As Joyce must have known, temperatures cannot be even one degree lower than absolute zero, much less "thousands"—or, for that matter, thousands of degrees below freezing point on any of the scales referred to. Of the three, Fahrenheit inserts the greatest number of degrees between freezing point and absolute zero but still only allows temperature to fall a few hundred degrees—491.67, to be precise— below freezing point. These errors would appear to be Bloom's.
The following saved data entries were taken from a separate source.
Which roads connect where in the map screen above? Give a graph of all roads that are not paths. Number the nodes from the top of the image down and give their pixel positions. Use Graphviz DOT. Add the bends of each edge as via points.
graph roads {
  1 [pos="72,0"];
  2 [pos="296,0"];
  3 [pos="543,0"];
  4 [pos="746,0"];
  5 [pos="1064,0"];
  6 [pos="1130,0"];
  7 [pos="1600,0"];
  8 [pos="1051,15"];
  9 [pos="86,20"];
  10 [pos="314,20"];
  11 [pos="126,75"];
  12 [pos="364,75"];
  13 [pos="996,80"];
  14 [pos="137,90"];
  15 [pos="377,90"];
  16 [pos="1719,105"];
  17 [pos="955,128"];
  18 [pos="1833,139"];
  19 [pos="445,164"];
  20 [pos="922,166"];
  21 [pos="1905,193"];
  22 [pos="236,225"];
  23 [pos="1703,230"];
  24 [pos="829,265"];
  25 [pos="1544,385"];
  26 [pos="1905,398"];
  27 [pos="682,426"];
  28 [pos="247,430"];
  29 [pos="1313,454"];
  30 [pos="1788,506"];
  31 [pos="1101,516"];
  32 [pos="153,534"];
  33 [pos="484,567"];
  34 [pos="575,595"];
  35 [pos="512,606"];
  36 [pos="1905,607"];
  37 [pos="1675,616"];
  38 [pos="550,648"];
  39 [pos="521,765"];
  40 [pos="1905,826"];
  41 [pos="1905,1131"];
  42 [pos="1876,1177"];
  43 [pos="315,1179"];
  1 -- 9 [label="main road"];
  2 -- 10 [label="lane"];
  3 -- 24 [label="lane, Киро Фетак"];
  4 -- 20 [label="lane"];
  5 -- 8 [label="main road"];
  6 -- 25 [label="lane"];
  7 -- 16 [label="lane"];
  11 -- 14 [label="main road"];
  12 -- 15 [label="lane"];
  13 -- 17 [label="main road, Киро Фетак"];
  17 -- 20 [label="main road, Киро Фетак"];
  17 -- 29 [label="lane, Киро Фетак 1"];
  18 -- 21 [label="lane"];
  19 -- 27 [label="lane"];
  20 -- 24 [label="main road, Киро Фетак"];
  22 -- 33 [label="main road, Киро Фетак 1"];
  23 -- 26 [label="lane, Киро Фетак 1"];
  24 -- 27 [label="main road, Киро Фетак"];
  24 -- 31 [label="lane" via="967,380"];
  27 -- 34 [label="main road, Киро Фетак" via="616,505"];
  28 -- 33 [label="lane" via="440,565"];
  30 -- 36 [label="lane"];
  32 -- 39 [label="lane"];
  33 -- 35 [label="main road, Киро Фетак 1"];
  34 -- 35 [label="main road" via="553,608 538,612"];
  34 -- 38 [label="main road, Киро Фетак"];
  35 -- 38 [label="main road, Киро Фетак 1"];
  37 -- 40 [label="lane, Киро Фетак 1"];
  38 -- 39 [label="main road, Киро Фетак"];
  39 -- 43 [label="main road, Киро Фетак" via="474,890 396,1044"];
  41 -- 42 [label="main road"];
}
Nor does absolute zero belong to any of the thermometric scales Joyce mentions, as the sentence seems to imply. Absolute zero is a physical state independent of the scale on which it is measured; it belongs to the Fahrenheit, Centigrade, and Réaumur scales no more (or less) than the South Pole belongs to Gerardus Mercator's map projection. "The cold of interstellar space," moreover, is (we now know) a few degrees above absolute zero. Joyce could not have known this; it was predicted theoretically only in 19481 and confirmed by observation as late as 1965.2

Ironically, however, the one temperature-related point in "Ithaca" that has been publicly corrected turns out not to be an error at all. When Bloom boils the water for his and Stephen's cocoa, Joyce describes the heat of the fire as "gradually raising the temperature of the water from normal to boiling point, a rise in temperature expressible as the result of an expenditure of 72 thermal units needed to raise 1 pound of water from 50° to 212° Fahrenheit" (U 17.268–71). As various commentators have pointed out—Don Gifford and Robert J. Seidman, for example—the quantity of heat "needed to raise 1 pound of water from 50fl to 212fl Fahrenheit" is 162 British thermal units, not 72.3 But Joyce did not specify British thermal units, nor are these the only thermal units available. On the Centigrade scale, the water's initial temperature must have been exactly 10°C; the boiling point of water on this scale being 100°C, the water's temperature rose by 90°C. On the Réaumur scale, the water's initial temperature converts to exactly 8°R, and on this scale the boiling point is 80°R. On the Réaumur scale, then, the water did rise in temperature by 72 degrees.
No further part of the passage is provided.